If you previously worked in the United States, it is not unlikely that you or your employer invested funds into your retirement savings through an Individual Retirement Account (IRA) or a 401(k) account. Furthermore, if you are considered a tax resident in Norway—such as by residing in the country for more than 183 days within a 12-month period—income from a U.S. retirement account will be taxed in Norway under the general rules for pension income.
In this article, we take a closer look at how Norwegian taxes are calculated on your iRA until you start receiving payouts from your saved pension. How these accounts are taxed in the U.S. is not covered in this article.
Unfortunately, IRA do not align well with the Norwegian tax system. Our experience shows that this mismatch can result in unfavorable outcomes, including effective double taxation for individuals saving in an IRA or 401(k).
In Norway, there are clear requirements for what constitutes pension savings. For instance, payouts from the account must occur in intervals over a period, and the recipient must be above a certain age. A U.S. IRA account typically does not meet these criteria and is therefore not considered a pension savings account.
In 2017, the Norwegian Tax Appeals Board addressed whether a U.S. retirement account could benefit from the same tax rules as a Norwegian pension account. The board concluded negatively, stating that an IRA account does not qualify for the same tax deferral as a Norwegian pension account.
Firstly, the value of your accumulated pension savings in the U.S. must be reported as wealth in your Norwegian tax return, which may lead to an increase in potential wealth tax.
Second, dividends and capital gains earned on your IRA are often reinvested by the account administrator at the end of the year. Note that such reinvestment is not always guaranteed, but we find it to be the general rule.
Furthermore, reinvested gains and dividends from the administrator of your IRA or 401(k) are not subject to taxation in the U.S., as pension funds are only taxed in the U.S. when withdrawn from the account. However, this is not the case under the Norwegian tax system.
The reinvestment of earned gains and dividends from the underlying stocks or funds at year-end in an IRA has several implications for Norwegian taxation.
If you have an individual retirement account, you will typically receive an annual statement from the account administrator. The statement will show the amount of gains and dividends earned during the year, which are usually reinvested without your input into the same underlying stocks and funds held in the retirement account.
Since IRAs and 401(k)s are not considered pension accounts from a Norwegian perspective, these reinvestments are taxable as gains and dividends.
It is important to note that annual reinvested returns on an IRA are taxed based on the underlying investment object. For example if the portfolio consists of more than 80% equities, annual returns are taxed as dividend income at 37.84%.

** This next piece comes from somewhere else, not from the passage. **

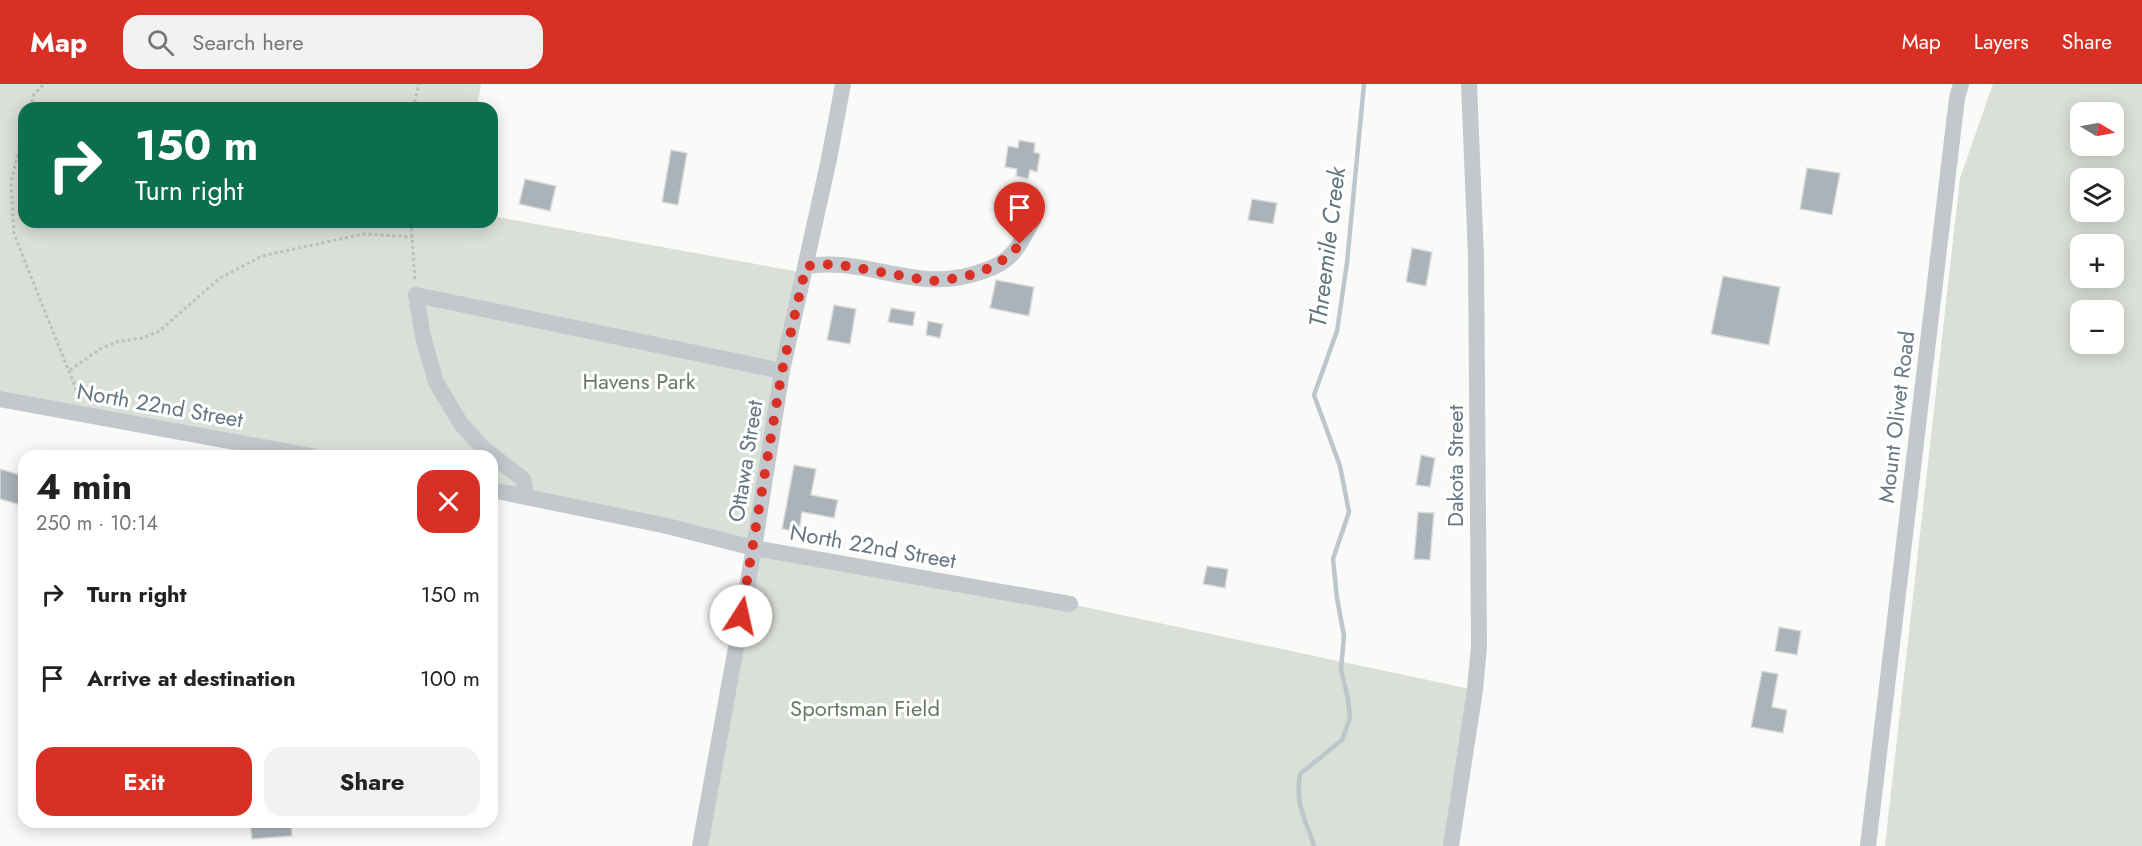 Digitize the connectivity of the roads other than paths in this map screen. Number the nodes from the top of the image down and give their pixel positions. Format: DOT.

A portfolio with less than 20% equities is taxed as interest income at 22%. Portfolios with a mix of equities and bonds between 80% and 20% are taxed proportionally based on the allocation of equities and bonds, with bonds taxed at 22%.
The tax treaty between the United States and Norway includes specific provisions regarding private pensions and annuities, but due to the aforementioned decision by the Tax Appeals Board, these provisions do not apply in this case.
Since the treaty article on private pensions does not apply, interest income from bonds is taxed in Norway under the treaty's provisions on interest. Annual returns on equities in an IRA portfolio can technically be taxed both in the United States and Norway under the treaty's provisions on dividends.
The United States, as the source state, may impose a 15% withholding tax, which should be credited against taxes payable in Norway. The challenge is that the United States does not impose tax on the reinvested gains in your IRA or 401(k) account. This means there is no U.S. tax that can be credited in Norway to reduce Norwegian taxation. The result is effective double taxation, as you first pay annual Norwegian tax on reinvested gains and dividends and later pay U.S. tax when the funds are withdrawn upon reaching retirement age.